The data

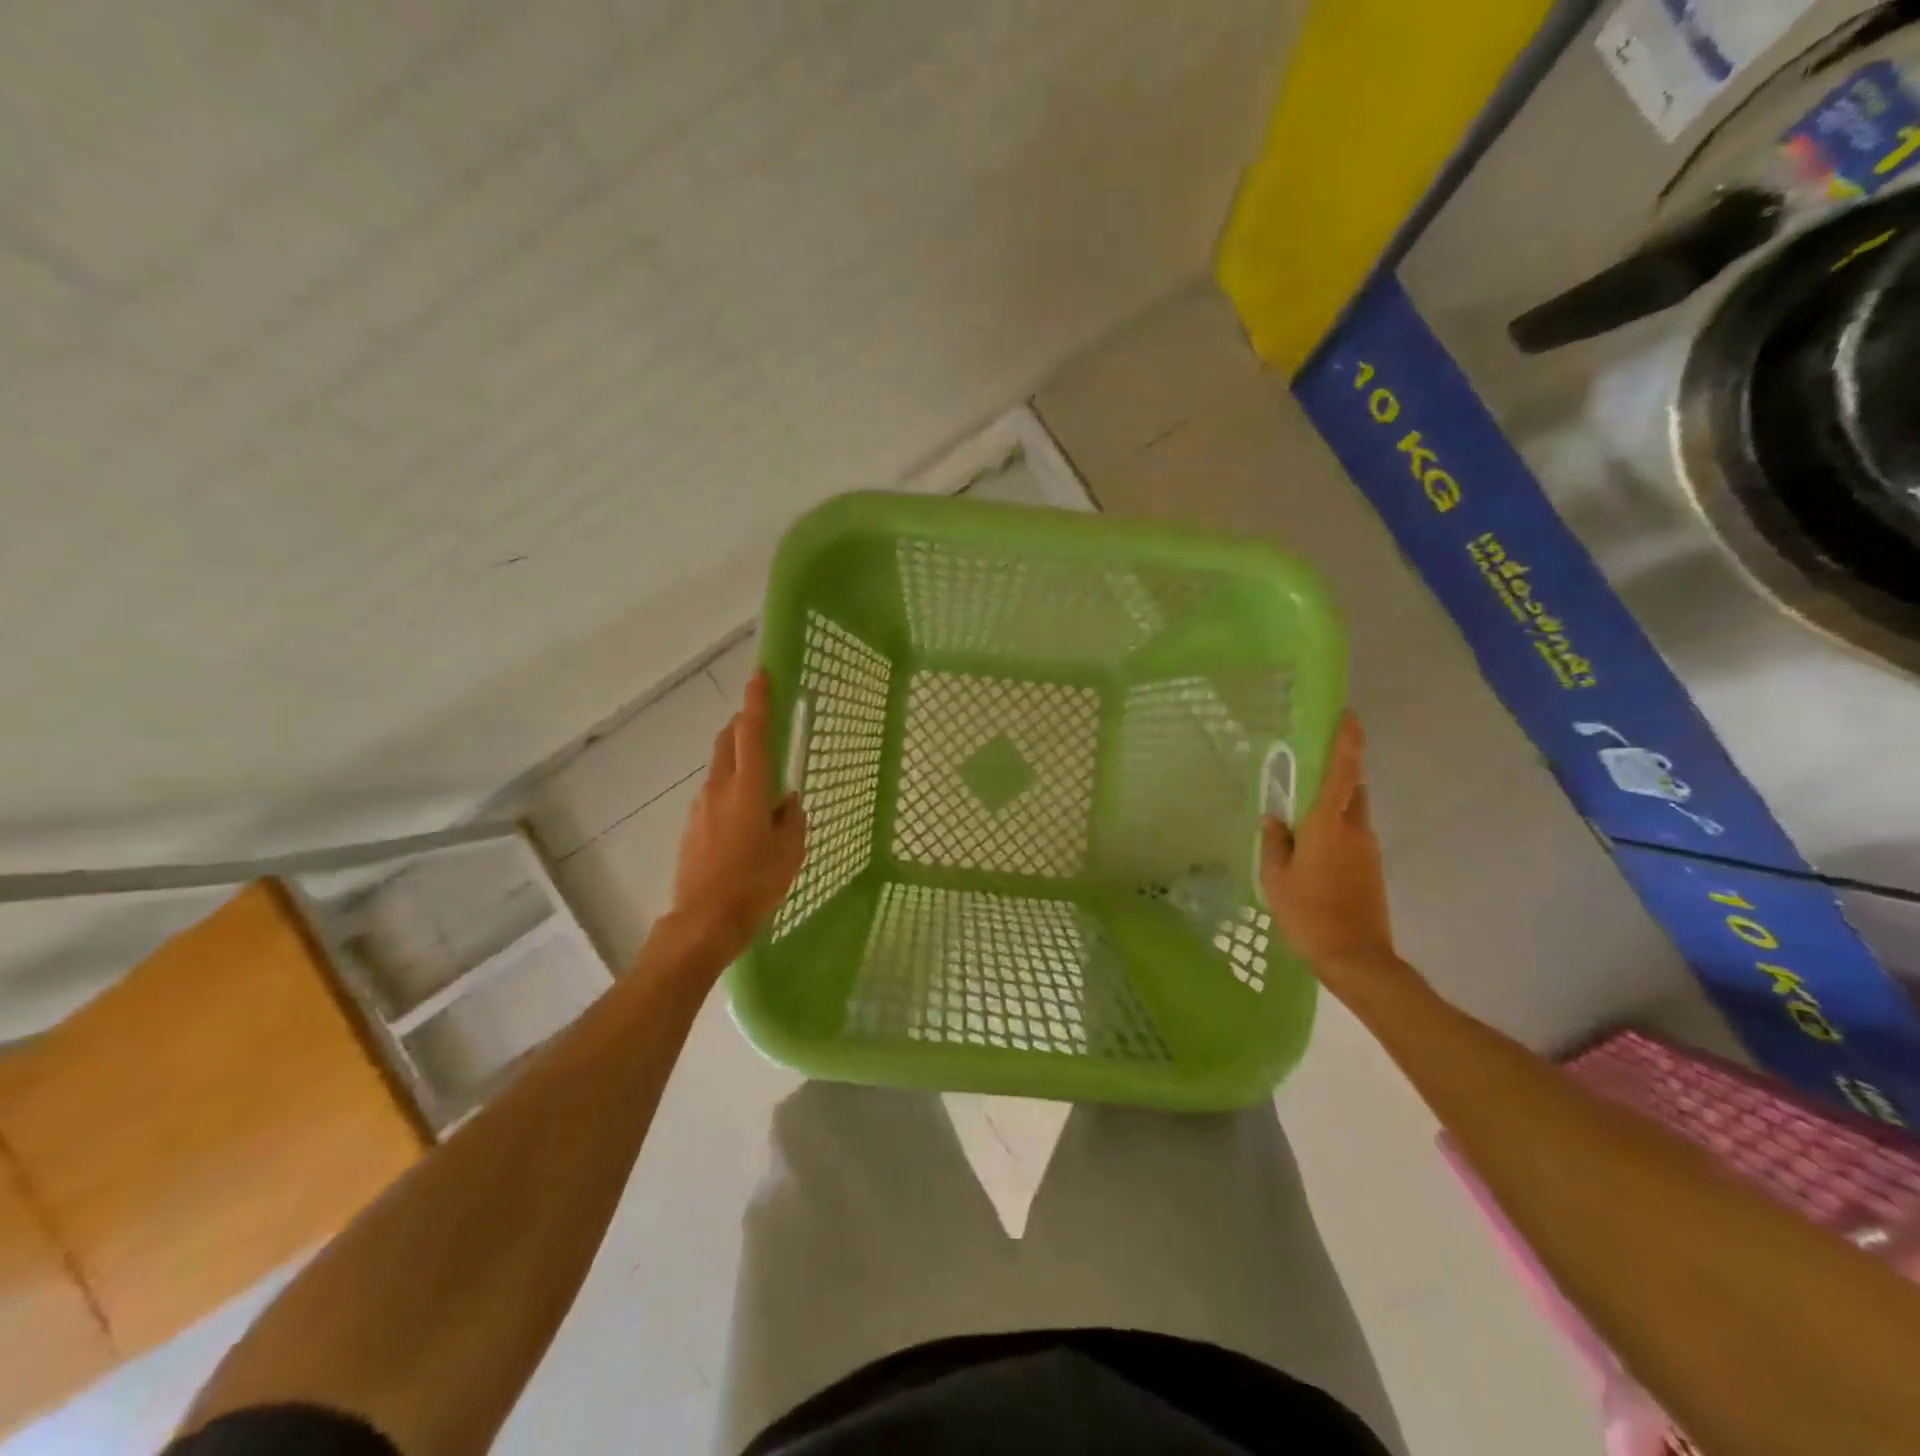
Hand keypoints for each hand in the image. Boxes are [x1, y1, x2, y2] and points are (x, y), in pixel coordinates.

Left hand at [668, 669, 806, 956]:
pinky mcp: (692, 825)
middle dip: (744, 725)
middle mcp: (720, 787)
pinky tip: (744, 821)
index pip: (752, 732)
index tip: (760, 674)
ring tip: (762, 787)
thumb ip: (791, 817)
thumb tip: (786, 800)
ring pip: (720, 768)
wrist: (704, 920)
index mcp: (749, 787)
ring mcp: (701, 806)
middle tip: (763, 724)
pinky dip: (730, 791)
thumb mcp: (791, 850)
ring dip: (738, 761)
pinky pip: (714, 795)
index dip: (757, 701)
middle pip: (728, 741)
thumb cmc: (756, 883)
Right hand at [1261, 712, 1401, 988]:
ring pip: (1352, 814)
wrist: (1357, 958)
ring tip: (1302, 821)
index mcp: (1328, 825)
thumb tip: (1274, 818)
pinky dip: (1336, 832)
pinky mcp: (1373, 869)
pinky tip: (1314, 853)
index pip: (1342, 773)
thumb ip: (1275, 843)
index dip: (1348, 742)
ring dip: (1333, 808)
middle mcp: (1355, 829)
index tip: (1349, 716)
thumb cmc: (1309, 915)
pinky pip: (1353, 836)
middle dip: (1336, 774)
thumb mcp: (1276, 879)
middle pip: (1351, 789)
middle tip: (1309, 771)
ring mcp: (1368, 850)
* * *
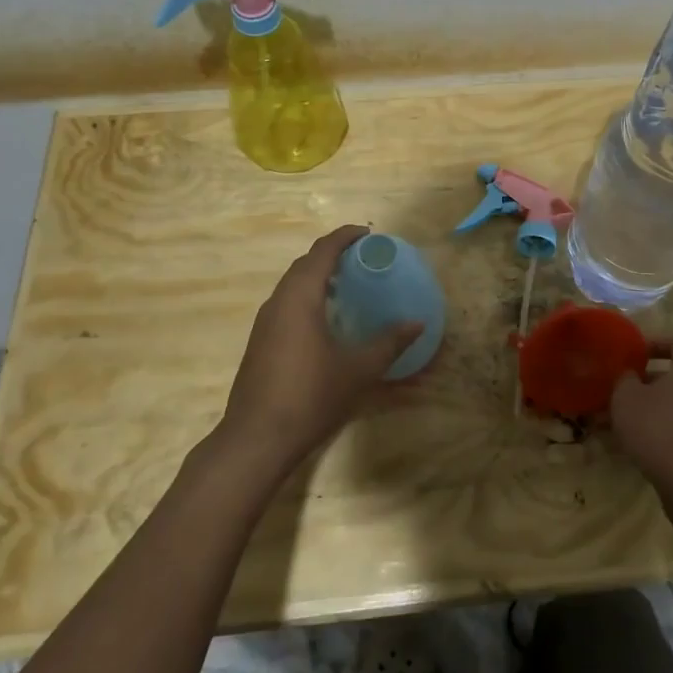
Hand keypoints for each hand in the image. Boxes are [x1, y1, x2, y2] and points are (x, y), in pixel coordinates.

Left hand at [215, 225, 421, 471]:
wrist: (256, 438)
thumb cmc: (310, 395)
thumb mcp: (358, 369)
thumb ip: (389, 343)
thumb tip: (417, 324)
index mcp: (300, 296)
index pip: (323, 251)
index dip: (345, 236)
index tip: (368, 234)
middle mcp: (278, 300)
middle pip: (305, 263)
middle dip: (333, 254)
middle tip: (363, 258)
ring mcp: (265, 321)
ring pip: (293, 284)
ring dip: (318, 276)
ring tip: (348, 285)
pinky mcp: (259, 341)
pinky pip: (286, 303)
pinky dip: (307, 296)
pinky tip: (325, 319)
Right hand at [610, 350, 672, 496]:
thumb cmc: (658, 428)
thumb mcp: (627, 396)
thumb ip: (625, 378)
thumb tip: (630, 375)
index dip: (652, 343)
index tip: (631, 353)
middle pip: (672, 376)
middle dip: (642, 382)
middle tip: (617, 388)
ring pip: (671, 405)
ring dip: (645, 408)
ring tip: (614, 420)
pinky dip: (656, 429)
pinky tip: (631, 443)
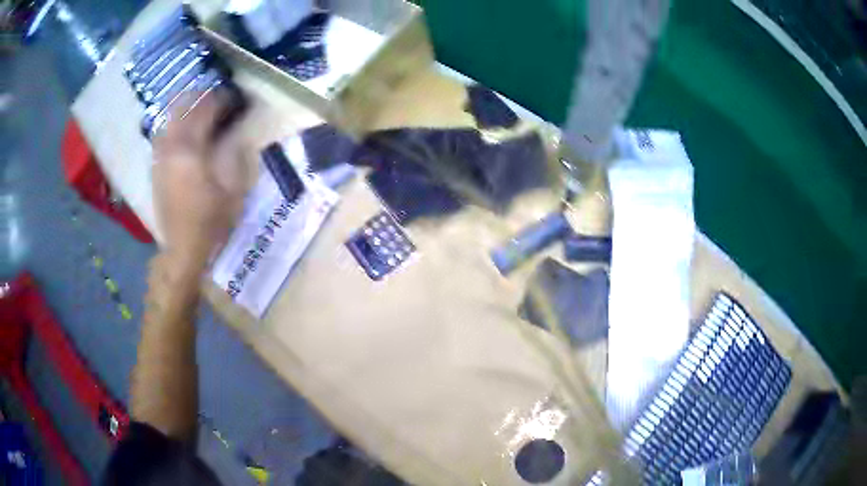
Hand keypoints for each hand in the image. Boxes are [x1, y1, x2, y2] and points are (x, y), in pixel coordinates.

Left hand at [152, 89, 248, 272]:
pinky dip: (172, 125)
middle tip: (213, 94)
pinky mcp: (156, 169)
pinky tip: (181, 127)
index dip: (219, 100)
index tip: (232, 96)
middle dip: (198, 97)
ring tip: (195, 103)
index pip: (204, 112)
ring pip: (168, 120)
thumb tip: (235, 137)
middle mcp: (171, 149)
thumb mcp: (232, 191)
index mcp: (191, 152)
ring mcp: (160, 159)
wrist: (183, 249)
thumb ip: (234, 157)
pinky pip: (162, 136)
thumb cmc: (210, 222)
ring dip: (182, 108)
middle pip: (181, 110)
* * *
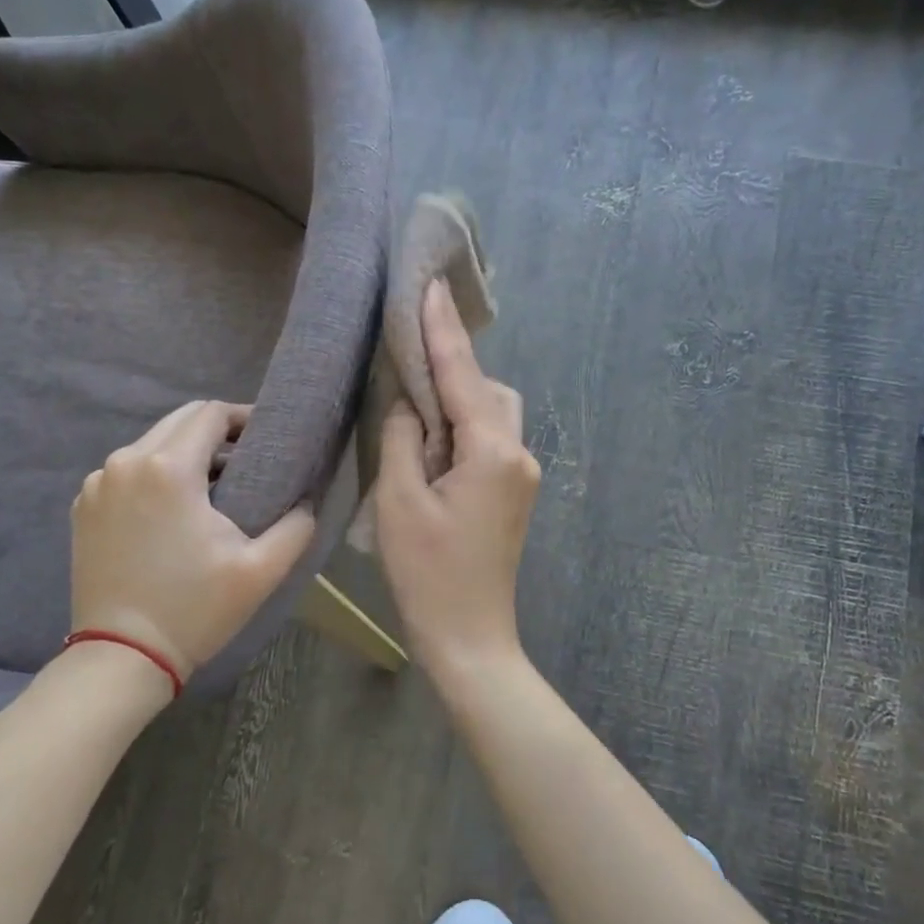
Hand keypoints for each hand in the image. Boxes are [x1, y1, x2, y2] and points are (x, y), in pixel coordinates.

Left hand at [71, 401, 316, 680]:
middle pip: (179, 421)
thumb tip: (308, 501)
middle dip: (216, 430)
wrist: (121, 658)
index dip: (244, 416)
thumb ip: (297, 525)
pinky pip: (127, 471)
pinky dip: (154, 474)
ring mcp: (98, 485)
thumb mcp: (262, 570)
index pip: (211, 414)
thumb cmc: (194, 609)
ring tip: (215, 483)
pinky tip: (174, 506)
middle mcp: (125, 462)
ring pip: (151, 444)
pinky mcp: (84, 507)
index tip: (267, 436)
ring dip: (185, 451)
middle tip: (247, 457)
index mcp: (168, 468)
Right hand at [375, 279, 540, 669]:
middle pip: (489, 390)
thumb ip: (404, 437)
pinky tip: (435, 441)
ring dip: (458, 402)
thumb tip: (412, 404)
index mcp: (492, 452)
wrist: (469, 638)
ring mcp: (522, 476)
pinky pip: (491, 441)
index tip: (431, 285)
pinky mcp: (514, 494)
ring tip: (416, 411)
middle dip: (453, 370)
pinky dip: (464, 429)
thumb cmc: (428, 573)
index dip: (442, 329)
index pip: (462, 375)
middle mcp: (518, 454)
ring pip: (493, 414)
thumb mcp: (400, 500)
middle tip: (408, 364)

Work to be completed
From the listing above, return the lines starting at the one with "wrist: (1357, 958)" and ending at the one with "middle mcp: (1355, 829)", both kept, exactly as they appear and nothing more.

Solution to the problem
wrist: (1357, 958)
ring tip: (1302, 821)
index mcp: (1328, 825)
thumb tip: (1274, 818)
pinky dip: (1336, 832)
pinky mcp: (1373, 869)
pinky tip: (1314, 853)
index pip: (1342, 773)
thumb ip: (1275, 843)
index dip: (1348, 742)
ring dip: (1333, 808)
middle mcp: (1355, 829)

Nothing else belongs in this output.